**Exercise aim**. Scan the entries for lines with the word "graph", then copy those lines.

Data listing: Begin

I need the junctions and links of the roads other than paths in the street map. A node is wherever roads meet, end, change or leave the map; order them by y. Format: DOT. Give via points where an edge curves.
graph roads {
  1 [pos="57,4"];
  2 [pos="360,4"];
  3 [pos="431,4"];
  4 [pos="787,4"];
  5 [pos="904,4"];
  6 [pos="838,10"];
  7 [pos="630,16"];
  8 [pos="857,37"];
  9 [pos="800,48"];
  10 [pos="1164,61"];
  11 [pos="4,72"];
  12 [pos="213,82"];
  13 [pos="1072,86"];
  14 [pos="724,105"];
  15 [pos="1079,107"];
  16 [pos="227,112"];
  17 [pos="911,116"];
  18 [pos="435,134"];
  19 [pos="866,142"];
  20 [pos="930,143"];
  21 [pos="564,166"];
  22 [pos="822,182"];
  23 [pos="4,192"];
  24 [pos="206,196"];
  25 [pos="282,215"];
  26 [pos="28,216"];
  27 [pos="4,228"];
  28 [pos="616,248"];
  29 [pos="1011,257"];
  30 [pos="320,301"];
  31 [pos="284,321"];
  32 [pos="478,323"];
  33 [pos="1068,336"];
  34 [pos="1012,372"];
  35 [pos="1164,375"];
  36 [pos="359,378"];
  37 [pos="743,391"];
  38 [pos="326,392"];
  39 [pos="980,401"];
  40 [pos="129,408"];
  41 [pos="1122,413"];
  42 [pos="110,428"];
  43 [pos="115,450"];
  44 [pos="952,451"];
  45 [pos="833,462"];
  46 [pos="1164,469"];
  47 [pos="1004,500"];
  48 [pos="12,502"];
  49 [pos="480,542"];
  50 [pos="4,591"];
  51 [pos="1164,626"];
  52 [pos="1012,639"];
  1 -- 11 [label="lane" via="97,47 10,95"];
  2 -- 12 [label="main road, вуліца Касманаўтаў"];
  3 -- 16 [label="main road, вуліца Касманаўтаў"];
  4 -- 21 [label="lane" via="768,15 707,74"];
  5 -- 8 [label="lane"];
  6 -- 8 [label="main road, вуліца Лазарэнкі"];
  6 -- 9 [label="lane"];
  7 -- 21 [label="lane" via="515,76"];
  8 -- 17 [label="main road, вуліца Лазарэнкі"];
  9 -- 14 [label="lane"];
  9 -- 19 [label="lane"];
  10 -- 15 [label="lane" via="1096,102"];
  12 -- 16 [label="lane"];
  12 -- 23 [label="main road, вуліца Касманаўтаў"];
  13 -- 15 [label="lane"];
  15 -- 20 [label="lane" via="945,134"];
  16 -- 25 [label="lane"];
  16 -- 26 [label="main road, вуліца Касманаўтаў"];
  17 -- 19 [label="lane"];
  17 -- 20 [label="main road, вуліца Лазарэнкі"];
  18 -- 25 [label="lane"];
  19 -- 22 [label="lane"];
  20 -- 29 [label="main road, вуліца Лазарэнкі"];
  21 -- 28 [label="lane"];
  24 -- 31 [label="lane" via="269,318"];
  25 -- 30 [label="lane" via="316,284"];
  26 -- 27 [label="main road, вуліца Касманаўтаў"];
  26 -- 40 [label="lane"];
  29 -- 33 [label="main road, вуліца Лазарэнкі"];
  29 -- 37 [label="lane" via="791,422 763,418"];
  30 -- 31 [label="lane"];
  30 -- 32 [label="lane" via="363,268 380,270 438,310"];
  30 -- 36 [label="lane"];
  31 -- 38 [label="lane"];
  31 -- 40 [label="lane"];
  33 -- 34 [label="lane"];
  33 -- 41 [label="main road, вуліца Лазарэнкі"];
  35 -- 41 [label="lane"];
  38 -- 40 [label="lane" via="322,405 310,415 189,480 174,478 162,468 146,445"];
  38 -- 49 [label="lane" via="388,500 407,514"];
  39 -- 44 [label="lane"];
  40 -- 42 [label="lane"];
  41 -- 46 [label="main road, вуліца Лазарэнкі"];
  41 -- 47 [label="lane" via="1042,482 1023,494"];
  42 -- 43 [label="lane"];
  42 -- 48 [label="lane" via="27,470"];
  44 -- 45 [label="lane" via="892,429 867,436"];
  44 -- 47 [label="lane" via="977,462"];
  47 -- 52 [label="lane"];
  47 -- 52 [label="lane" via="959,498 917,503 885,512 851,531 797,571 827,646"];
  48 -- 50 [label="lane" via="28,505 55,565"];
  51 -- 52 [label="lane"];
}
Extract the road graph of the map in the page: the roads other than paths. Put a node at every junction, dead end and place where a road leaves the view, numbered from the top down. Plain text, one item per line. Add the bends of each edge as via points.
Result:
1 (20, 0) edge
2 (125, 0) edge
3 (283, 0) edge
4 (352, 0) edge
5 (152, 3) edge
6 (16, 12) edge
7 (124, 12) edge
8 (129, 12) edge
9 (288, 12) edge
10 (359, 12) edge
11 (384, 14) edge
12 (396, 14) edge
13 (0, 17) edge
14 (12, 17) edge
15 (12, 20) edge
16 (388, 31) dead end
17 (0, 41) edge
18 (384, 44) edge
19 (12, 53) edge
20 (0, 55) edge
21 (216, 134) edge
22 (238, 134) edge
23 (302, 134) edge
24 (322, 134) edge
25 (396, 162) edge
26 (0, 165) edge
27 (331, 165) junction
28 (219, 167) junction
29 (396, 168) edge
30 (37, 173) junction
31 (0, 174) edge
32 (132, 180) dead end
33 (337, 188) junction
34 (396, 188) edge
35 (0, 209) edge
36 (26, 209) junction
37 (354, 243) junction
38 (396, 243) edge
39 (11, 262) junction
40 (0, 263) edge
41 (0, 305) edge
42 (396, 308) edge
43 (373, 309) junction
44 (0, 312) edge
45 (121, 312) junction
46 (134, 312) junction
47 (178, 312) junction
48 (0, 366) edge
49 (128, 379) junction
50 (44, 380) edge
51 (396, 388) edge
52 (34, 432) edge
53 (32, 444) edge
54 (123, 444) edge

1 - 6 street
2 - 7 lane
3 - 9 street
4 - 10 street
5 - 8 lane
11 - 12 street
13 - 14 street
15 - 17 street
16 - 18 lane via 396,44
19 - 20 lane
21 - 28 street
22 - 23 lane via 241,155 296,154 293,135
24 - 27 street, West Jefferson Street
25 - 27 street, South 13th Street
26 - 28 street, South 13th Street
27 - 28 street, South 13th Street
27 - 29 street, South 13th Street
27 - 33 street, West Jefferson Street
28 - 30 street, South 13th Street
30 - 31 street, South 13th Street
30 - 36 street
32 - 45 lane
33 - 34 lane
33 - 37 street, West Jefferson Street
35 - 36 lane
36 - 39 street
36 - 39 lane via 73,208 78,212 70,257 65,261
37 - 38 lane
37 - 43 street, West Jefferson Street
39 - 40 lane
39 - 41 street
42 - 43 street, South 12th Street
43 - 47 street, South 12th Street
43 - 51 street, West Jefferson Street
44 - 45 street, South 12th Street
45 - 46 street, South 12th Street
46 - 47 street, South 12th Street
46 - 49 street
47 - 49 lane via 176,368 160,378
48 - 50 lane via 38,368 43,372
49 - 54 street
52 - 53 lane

Data listing: End

**Solution to this problem**.
graph roads {
Extract the road graph of the map in the page: the roads other than paths. Put a node at every junction, dead end and place where a road leaves the view, numbered from the top down. Plain text, one item per line. Add the bends of each edge as via points.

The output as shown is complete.